No Brasil, ao contrário de boa parte do mundo rico e das nações emergentes, o setor elétrico não é um dos principais fatores de colaboração para as mudanças climáticas. É uma decorrência da elevada, mas declinante, participação das hidrelétricas na matriz. Pesam muito mais o desmatamento (com conversão de florestas em pastagens ou lavouras), a agropecuária (do cultivo de arroz à flatulência das vacas) e o sistema de transportes (com uma logística que privilegia o modal rodoviário em detrimento das ferrovias para cargas e metrôs nas grandes cidades). Basta mencionar um número: se forem subitamente desmontadas todas as usinas térmicas nacionais, que têm sido essenciais na operação da rede, haveria queda inferior a 10% nas emissões brasileiras de CO2.
Para cumprir meta de fontes renováveis, mais usinas térmicas.
Nada disso deve ser entendido como um sinal para que o modelo de expansão da matriz elétrica brasileira seja excluído das discussões de políticas climáticas voltadas ao cumprimento dos compromissos internacionais, mas vale a pena ter esses pontos em mente quando se debate como implementar as metas de redução dos gases-estufa assumidas pelo país no Acordo de Paris, em vigência desde novembro do ano passado.
Como se sabe, o tratado representa uma tentativa de limitar o aumento da temperatura média global em menos de 2° C acima dos níveis pré-industriais. O Brasil se comprometeu a diminuir em 37% suas emissões até 2025, tendo como base o ano de 2005, e uma estratégia detalhada de implementação ainda vai ser definida internamente. Uma consulta pública foi aberta pelo Ministério do Meio Ambiente e interessados têm até o próximo dia 15 para enviar contribuições.
Leitura fortemente recomendada para pontuar essas discussões é um documento do Instituto Acende Brasil, espécie de observatório do setor elétrico, ainda inédito e com previsão de lançamento nos próximos dias.
Para chegar à prometida redução dos gases-estufa, o governo brasileiro coloca, como meta, duplicar a participação na matriz elétrica das novas fontes renováveis: eólica, solar e biomassa. Elas devem passar de 11,5% da energia produzida em 2015 para, no mínimo, 23% da geração total em 2030.

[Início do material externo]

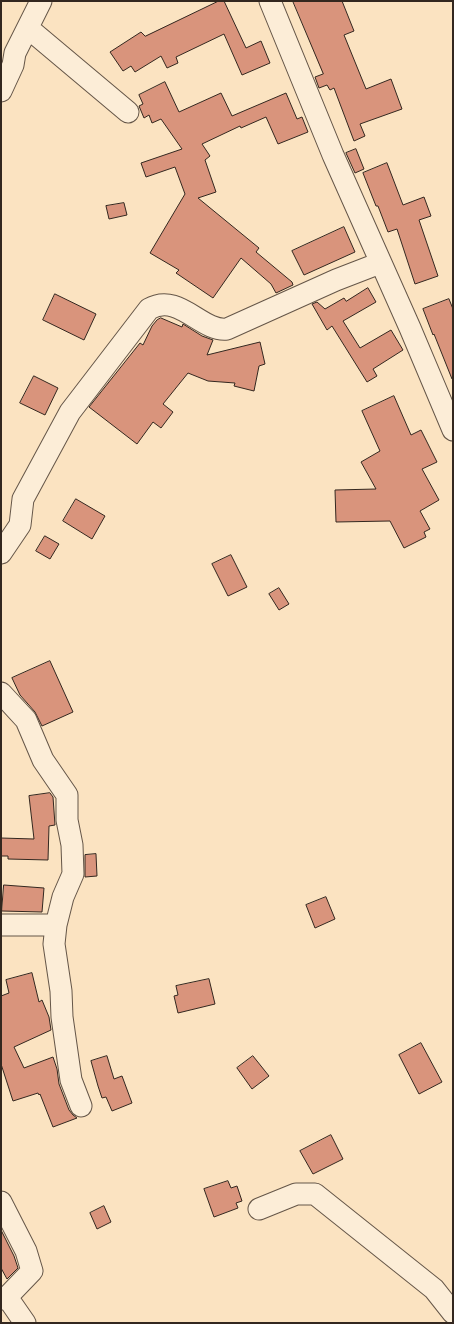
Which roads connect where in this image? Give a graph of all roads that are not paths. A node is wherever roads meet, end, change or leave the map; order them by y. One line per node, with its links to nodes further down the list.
1 (41, 1): 3 (street)
2 (270, 1): 7 (street)
3 (28, 28): 4 (street); 6 (street)
4 (8, 54): 5 (street)
5 (1, 91)
6 (128, 112)
7 (380, 263): 8 (street); 9 (street)
8 (453, 430)
9 (1, 553)
10 (1, 692): 12 (street)
11 (1, 925): 12 (street)
12 (56, 925): 13 (street)
13 (81, 1106)
14 (1, 1202): 16 (street)
15 (259, 1209): 17 (street)
16 (4, 1298): 18 (street)
17 (453, 1313)
18 (25, 1323)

À primeira vista, faz todo sentido. Quando se levam em conta os critérios de segurança no abastecimento do sistema interligado nacional, o “white paper” do instituto chega a conclusões “um tanto quanto não intuitivas”, nas palavras de seu presidente, Claudio Sales.
A aparente contradição é que, para ter mais fontes renováveis rodando na base do sistema, torna-se necessário também o crescimento da oferta de usinas térmicas – geradoras de gases-estufa – como “back up” na operação.
Explica-se: para enfrentar os períodos de estiagem, a gestão do sistema contava com os grandes reservatórios de hidrelétricas, que permitiam manter o volume de energia gerada mesmo fora da época de chuvas. Mas houve esgotamento dos potenciais hídricos perto dos centros de consumo e o eixo de exploração mudou para a Amazônia, onde há crescentes conflitos socioambientais.
No início da década passada, se os reservatórios estivessem cheios e parasse de chover de um dia para o outro, as hidrelétricas seriam capazes de abastecer o sistema por 6,5 meses sem nenhuma ajuda das térmicas. Com a entrada em operação de usinas a fio d’água, como Jirau e Santo Antônio, hoje isso seria possível por 4,8 meses. A relação só deve piorar com Belo Monte a plena carga.
Assim como essas novas usinas ficam mais dependentes de chuvas para gerar energia, pois não têm grandes reservatórios, parques eólicos só entregam eletricidade quando existe vento e as fotovoltaicas dependem de radiação solar.
Para não ficar à mercê de variações sazonais, o sistema talvez acabe precisando paradoxalmente de mais térmicas que usam gás ou carvão, enquanto o país se vangloria de metas ambiciosas contra o aquecimento global.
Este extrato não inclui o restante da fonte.